A phrase I heard quite a bit during and after my experience in Nicaragua, especially by people who have made the journey themselves, is, “We may have material wealth, but they are rich in community.” But this division isn’t a natural one that keeps the U.S. on one side and Nicaragua on the other; it didn’t just shake out that way through a Guns, Germs and Steel history. Among other things, it’s national external debt, and it’s global economics.

Nicaragua’s external debt currently stands at about $6 million, reduced in the last few years from about $6 billions dollars after the nation entered the World Bank’s Highly Indebted Poor Countries program that canceled 80% of Nicaragua’s debt. This works out to about $1,000 for every person in Nicaragua. That original debt, though exacerbated by the civil war and environmental disasters like hurricanes and volcanic eruptions and from Nicaragua’s inability to pay the interest on those loans, came from bond payments, bank bankruptcies and structural adjustment programs imposed by the World Bank and the International Monetary Fund. Witness for Peace says Nicaragua spends about 25% of its annual budget on paying its external debt. Health care and education get 14% and 11%, respectively. So the money that could go to into social programs that might help end the cycle of poverty instead go into debt repayment,

There is plenty of argument about whether global economic programs such as the World Bank and the International Monetary Fund are helpful or harmful to the economies of countries in the two-thirds world. Structural adjustment programs, for example, provide money for needed national projects such as road and dam projects, but they come with conditions such as deregulation of prices and currency, the privatization of state industries and the elimination of trade barriers. Essentially, the country is required to take part in the neoliberal market system that rewards lending institutions and wealthier governments that lend the money, at the expense of the nation’s poor.

Vincent A. Gallagher, in his book The True Cost of Low Prices: The Violence of Globalization, details the downward economic spirals that indebted countries experience under these programs. For example:

The social impact of IMF-sponsored devaluation is usually brutal and immediate. Overnight the prices of food, drugs, fuel, public services and many other products increase sometimes 30 to 50 percent. In poor countries high school students, taxi drivers and people with no formal education come to realize that prices rise after the visits by IMF representatives are reported in the newspapers. Many people in the United States have no idea how the system works. Poor people know all about it because of the way it impacts their lives. The prices of everything go up. …

Increases in the cost of transportation can be devastating. For example workers living in a poor area may take three buses to get to work. With devaluation, transportation costs can go up five cents for each bus fare. So the cost to get to the job and back can go up thirty cents a day or more. If the workers were already living on less than a dollar a day, as over 1 billion people do, the devaluation can push them over the edge. It may now be better for them to go to the local garbage dump to collect paper, bottles, metal and plastic to sell for recycling. They may be able to find food at the dump.
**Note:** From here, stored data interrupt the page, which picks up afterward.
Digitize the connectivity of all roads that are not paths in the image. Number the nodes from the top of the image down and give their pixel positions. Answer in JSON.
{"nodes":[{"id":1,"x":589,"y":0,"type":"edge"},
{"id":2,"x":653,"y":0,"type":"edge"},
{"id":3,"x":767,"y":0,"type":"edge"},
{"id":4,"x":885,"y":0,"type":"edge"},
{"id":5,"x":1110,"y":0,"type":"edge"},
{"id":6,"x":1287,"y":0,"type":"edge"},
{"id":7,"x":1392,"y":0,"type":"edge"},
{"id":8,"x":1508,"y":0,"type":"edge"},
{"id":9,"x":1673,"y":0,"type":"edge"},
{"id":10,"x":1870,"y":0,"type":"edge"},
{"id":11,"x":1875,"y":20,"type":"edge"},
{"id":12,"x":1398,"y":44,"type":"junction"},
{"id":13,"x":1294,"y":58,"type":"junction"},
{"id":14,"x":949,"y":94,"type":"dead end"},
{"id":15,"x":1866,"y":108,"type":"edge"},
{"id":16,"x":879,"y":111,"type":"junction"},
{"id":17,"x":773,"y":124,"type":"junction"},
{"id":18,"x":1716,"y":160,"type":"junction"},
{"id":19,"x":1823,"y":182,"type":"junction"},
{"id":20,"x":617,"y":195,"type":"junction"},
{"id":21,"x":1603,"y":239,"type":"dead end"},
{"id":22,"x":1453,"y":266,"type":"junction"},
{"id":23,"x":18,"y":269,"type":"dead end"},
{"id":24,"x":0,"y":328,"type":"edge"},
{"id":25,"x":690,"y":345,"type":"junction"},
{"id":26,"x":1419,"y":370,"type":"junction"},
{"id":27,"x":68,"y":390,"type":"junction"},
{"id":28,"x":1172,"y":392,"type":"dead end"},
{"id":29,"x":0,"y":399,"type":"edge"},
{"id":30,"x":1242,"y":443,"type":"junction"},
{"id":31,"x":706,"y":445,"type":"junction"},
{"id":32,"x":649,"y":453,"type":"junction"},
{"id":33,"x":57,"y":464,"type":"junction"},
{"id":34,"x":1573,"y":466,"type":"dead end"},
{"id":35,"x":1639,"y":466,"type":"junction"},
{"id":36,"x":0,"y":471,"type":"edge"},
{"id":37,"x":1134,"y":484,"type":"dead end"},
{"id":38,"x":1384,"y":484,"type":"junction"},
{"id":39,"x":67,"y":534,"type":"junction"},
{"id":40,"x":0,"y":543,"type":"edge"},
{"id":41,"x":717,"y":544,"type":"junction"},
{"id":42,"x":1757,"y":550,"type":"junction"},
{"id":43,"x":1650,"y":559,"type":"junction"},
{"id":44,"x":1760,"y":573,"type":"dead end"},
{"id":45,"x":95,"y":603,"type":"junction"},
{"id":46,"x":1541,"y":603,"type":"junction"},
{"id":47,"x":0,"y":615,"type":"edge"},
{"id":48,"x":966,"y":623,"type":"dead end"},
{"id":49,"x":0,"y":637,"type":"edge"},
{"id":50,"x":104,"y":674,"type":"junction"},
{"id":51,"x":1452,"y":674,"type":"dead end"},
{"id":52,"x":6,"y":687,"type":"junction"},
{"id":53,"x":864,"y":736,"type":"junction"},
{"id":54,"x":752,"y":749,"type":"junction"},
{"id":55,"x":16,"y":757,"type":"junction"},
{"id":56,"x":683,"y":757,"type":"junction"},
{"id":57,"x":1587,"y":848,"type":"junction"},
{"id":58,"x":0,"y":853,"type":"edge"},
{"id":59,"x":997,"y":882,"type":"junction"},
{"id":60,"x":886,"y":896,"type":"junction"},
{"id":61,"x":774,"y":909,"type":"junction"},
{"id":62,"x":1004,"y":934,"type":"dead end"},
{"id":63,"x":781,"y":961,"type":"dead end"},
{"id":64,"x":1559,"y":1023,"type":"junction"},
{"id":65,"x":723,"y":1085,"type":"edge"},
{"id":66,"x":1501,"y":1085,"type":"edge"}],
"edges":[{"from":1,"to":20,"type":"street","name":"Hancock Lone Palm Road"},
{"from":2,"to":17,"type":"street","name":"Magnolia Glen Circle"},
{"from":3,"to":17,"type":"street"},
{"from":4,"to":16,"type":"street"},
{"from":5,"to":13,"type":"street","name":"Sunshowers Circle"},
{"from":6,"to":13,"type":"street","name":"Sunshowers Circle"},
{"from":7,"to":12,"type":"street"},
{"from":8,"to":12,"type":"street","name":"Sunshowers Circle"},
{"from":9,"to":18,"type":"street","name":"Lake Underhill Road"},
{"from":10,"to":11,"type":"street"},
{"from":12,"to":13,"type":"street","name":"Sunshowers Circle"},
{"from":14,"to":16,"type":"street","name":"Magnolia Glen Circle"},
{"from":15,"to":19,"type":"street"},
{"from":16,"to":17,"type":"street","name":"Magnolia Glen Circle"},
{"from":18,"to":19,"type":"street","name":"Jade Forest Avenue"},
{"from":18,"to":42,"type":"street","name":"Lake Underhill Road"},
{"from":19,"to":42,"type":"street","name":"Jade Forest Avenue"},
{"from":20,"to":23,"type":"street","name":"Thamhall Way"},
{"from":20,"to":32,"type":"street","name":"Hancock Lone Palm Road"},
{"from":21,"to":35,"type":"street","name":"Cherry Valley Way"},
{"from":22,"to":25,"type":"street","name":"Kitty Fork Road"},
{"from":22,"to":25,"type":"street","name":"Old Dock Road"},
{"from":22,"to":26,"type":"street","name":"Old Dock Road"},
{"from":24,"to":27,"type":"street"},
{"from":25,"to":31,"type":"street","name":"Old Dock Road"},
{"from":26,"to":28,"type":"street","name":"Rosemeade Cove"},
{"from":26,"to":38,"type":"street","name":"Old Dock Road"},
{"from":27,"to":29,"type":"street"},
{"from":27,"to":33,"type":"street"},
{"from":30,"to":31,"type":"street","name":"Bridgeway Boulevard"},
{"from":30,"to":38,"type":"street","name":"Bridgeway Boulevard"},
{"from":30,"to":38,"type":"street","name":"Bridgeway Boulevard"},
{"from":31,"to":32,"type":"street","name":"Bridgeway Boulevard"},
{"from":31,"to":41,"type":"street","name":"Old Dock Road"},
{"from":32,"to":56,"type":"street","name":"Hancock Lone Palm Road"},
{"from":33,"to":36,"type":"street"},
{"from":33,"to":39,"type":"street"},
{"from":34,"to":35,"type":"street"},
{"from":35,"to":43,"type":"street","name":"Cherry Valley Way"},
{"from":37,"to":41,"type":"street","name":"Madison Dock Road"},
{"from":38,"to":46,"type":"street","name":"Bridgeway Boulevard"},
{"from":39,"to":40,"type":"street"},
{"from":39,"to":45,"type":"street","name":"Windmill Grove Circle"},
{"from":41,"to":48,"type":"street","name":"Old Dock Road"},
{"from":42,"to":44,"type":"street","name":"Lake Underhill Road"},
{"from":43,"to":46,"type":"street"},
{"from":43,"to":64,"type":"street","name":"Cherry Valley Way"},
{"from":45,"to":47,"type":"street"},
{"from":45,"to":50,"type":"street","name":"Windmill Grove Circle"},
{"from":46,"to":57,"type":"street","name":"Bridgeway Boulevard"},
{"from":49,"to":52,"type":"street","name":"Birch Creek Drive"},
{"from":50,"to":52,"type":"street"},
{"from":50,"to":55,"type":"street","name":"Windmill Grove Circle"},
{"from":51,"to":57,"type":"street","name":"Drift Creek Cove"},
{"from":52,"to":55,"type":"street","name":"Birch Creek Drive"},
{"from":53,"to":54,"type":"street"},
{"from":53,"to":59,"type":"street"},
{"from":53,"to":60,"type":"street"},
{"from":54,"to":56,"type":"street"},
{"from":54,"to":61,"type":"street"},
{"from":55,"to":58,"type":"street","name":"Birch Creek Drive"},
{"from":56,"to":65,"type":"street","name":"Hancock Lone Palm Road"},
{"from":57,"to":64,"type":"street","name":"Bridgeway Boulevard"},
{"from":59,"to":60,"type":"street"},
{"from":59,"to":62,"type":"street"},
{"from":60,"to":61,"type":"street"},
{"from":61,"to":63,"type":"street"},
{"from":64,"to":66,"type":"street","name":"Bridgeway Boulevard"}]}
During my brief visit to Nicaragua this summer, the exchange rate was 20 cordobas for each U.S. dollar. The $50 U.S. that I exchanged in Managua lasted the entire eight days, dribbling out of my pocket usually less than a dollar at a time. A souvenir magnet I would have paid $5 for in the U.S. cost me a quarter (which I paid with a U.S. coin; all my cordobas were in 50s and 100s, and the vendor couldn’t make change). And the Coke, the “dirty water of the imperialism”? About 18 cordobas, or a little less than a buck. As was the bottled (and clean, safe-to-drink) water, as was the beer.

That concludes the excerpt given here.